Nobody could be more scathing about mindless technology worship than Steve Jobs. My favourite interview with him was by Gary Wolf, when Jobs was 39, and had realised the utopianism of his generation was shallow, empty and a giant diversion. The web would augment the world, not change it. Far more important, he stressed, was education.

“What's wrong with education cannot be fixed with technology. No amount of technology will make a dent,” he said before explaining how to dismantle California’s public school system, and replace it with a system that looks very much like Free Schools.

And prophetically, he anticipated the "revolution" of user-generated content, blogs and tweets in this way:

“To be honest, most people who have something to say get published now.”

If Steve Jobs “changed your world”, then I have to ask – how big is your world, exactly? Perhaps it’s quite small.

As AN Wilson writes today, we need some perspective.

"Whereas we once looked information up in a book, we now search for the (often inaccurate) information online. Whereas we once sent telegrams, we now send emails," writes Wilson. "Yes, Steve Jobs made shopping online easier and more attractive. But it is still only shopping."

Many truly life-changing breakthroughs by scientists go uncelebrated, and in courageous defiance of institutions and conventional wisdom. But “boffins” don’t get lachrymose send-offs from strangers. Jobs was a significant figure, but no Nikola Tesla.

The late Norman Borlaug prevented a billion deaths by applying the scientific method to the traditional scattergun approach to crop selection and breeding, creating the "green revolution". India used to have famines 40 years ago – now it exports grain. There are fewer conflicts in the world as a consequence. Women have more reproductive freedom. These are incredible achievements – and earned Borlaug the Nobel Peace Prize. But he received no such adulation, and even earned a few sneers in some obituaries.
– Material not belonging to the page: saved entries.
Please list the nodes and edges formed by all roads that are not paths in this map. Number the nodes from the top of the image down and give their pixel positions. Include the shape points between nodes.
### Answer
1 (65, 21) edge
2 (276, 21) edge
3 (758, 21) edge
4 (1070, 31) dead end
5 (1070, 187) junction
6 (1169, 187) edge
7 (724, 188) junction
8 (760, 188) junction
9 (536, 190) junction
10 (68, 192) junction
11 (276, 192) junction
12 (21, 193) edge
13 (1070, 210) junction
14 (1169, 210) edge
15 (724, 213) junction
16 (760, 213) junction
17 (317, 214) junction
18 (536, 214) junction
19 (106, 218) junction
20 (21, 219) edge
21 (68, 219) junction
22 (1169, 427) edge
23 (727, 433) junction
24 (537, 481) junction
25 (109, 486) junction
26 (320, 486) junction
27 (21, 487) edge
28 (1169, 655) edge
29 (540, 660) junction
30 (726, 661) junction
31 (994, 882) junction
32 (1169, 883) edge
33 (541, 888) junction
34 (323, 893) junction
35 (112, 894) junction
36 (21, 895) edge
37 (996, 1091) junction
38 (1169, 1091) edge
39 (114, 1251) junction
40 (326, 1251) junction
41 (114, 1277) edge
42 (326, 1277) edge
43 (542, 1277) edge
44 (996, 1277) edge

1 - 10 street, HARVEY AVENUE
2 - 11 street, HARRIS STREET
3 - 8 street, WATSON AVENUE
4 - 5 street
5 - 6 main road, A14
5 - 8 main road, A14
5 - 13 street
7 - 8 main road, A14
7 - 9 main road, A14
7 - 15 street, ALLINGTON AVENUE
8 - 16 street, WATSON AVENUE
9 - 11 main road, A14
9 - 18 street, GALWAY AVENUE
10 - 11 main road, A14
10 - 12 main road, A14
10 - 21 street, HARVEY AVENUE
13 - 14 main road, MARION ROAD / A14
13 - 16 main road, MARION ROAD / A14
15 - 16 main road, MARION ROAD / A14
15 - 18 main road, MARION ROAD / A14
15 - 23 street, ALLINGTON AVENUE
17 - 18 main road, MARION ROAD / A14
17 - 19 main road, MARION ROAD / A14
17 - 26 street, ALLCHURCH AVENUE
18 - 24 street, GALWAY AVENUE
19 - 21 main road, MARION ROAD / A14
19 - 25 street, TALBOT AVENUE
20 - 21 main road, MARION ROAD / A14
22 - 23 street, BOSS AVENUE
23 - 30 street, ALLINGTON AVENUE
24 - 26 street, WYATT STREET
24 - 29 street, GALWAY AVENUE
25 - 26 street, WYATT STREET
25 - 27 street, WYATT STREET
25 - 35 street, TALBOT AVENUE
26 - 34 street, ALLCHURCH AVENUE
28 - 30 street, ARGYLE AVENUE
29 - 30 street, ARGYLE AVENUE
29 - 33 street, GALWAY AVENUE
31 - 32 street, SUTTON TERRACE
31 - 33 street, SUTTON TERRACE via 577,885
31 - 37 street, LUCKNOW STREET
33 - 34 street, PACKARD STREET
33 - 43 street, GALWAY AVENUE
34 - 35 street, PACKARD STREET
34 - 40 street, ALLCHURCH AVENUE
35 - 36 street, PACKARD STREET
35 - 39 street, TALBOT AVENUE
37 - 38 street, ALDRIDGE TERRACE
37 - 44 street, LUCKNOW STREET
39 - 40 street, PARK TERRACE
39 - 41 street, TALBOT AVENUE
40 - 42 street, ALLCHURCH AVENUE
What the Jobs hyperbole means is that your world is no bigger than your media. Or your computer. There can’t be a more tragic expression of the internet’s self-absorption.

I doubt if any computer or communications technology will have as far-reaching consequences as the work of Dr Craig Venter, another iconoclast, who in a decade will be producing oil and diesel that’s cheap, low-carbon, and renewable – much to the distress of the doom-mongers.